Description of the task :: Please report each line in the material below that includes "LANDSTRASSE".

Data for this task ::
****************

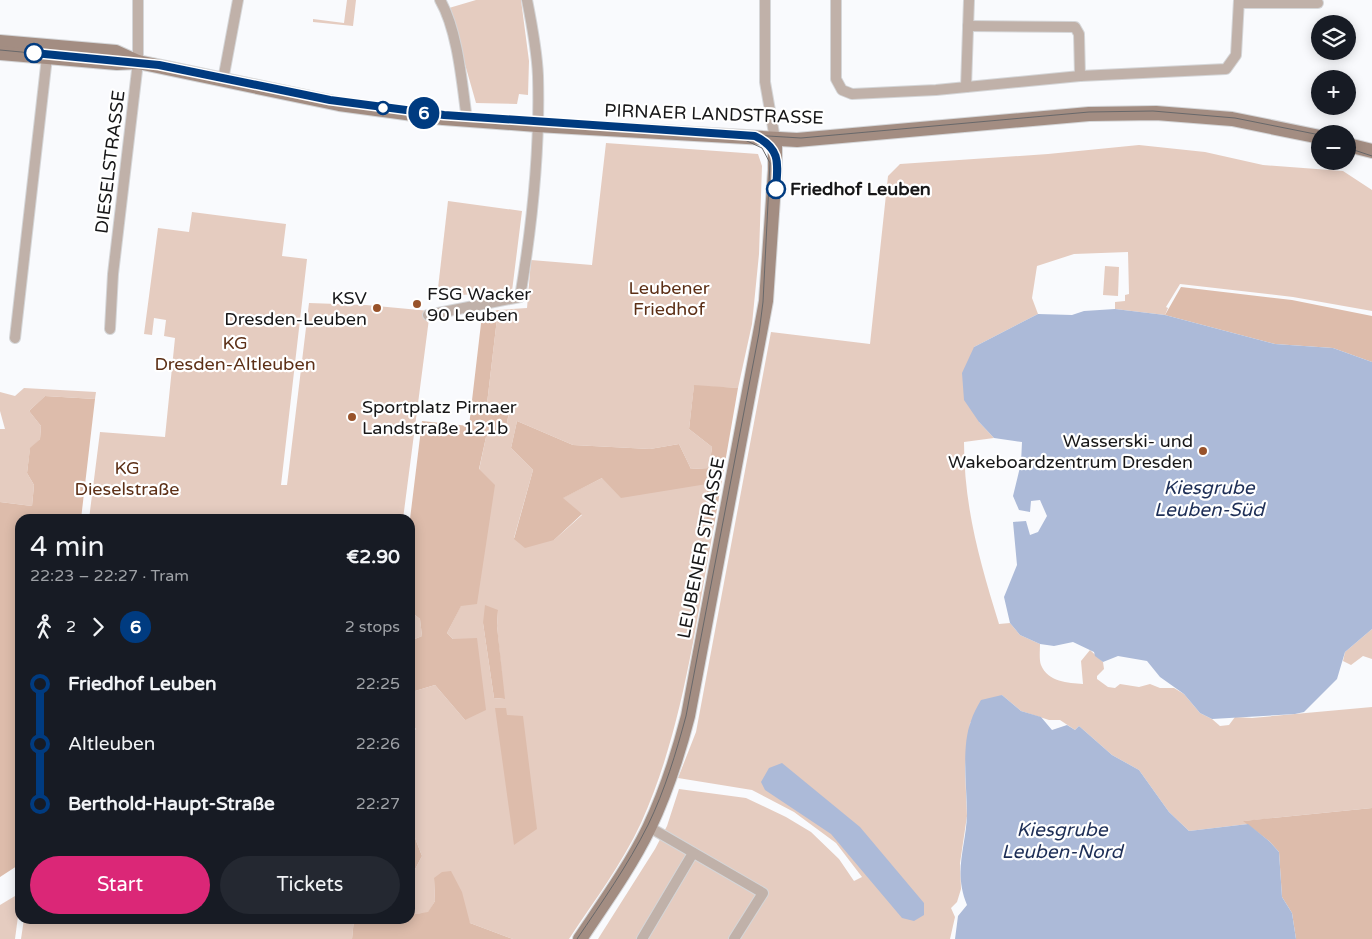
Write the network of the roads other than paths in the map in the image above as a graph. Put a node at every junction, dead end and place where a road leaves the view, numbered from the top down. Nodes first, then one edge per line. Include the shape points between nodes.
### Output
1 (138, 0) edge
2 (238, 0) edge
3 (440, 0) edge
4 (527, 0) edge
5 (764, 0) edge
6 (836, 0) edge
7 (969, 0) edge
8 (1239, 1) edge
9 (1318, 3) dead end
10 (968, 26) junction
11 (0, 42) edge
12 (0, 53) edge
13 (47, 57) junction
14 (138, 62) junction
15 (1080, 76) junction
16 (223, 80) junction
17 (966, 87) junction
18 (467, 120) junction
19 (537, 125) junction
20 (1311, 135) edge
21 (775, 139) junction
22 (1356, 148) edge
23 (1369, 153) edge
24 (428, 315) dead end
25 (110, 328) dead end
26 (15, 338) dead end
27 (649, 827) junction
28 (693, 853) junction
29 (580, 939) edge
30 (642, 939) edge
31 (734, 939) edge

1 - 14 street, DIESELSTRASSE
2 - 16 street
3 - 18 street via 456,50
4 - 19 street via 538,76
5 - 21 street via 765,82
6 - 17 street via 836,79 842,90 852,94
7 - 10 street
8 - 9 street
8 - 15 street via 1236,55 1226,68
10 - 15 street via 1075,27 1080,34
10 - 17 street
11 - 14 street, PIRNAER LANDSTRASSE via 116,52
12 - 13 street, PIRNAER LANDSTRASSE
13 - 14 street, PIRNAER LANDSTRASSE
13 - 26 street
14 - 16 street, PIRNAER LANDSTRASSE
14 - 25 street, DIESELSTRASSE via 113,274
15 - 17 street
16 - 18 street, PIRNAER LANDSTRASSE via 339,104
18 - 19 street, PIRNAER LANDSTRASSE
19 - 21 street, PIRNAER LANDSTRASSE
19 - 24 street via 520,297
20 - 21 street, PIRNAER LANDSTRASSE via 1232,119 1117,113 856,136
21 - 27 street, LEUBENER STRASSE via 767,298 762,333 688,716 669,782
22 - 23 street
27 - 28 street
27 - 29 street, LEUBENER STRASSE via 626,870
28 - 30 street
28 - 31 street via 763,894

****************

Output for this exercise ::
11 - 14 street, PIRNAER LANDSTRASSE via 116,52
12 - 13 street, PIRNAER LANDSTRASSE
13 - 14 street, PIRNAER LANDSTRASSE
14 - 16 street, PIRNAER LANDSTRASSE
16 - 18 street, PIRNAER LANDSTRASSE via 339,104
18 - 19 street, PIRNAER LANDSTRASSE
19 - 21 street, PIRNAER LANDSTRASSE
20 - 21 street, PIRNAER LANDSTRASSE via 1232,119 1117,113 856,136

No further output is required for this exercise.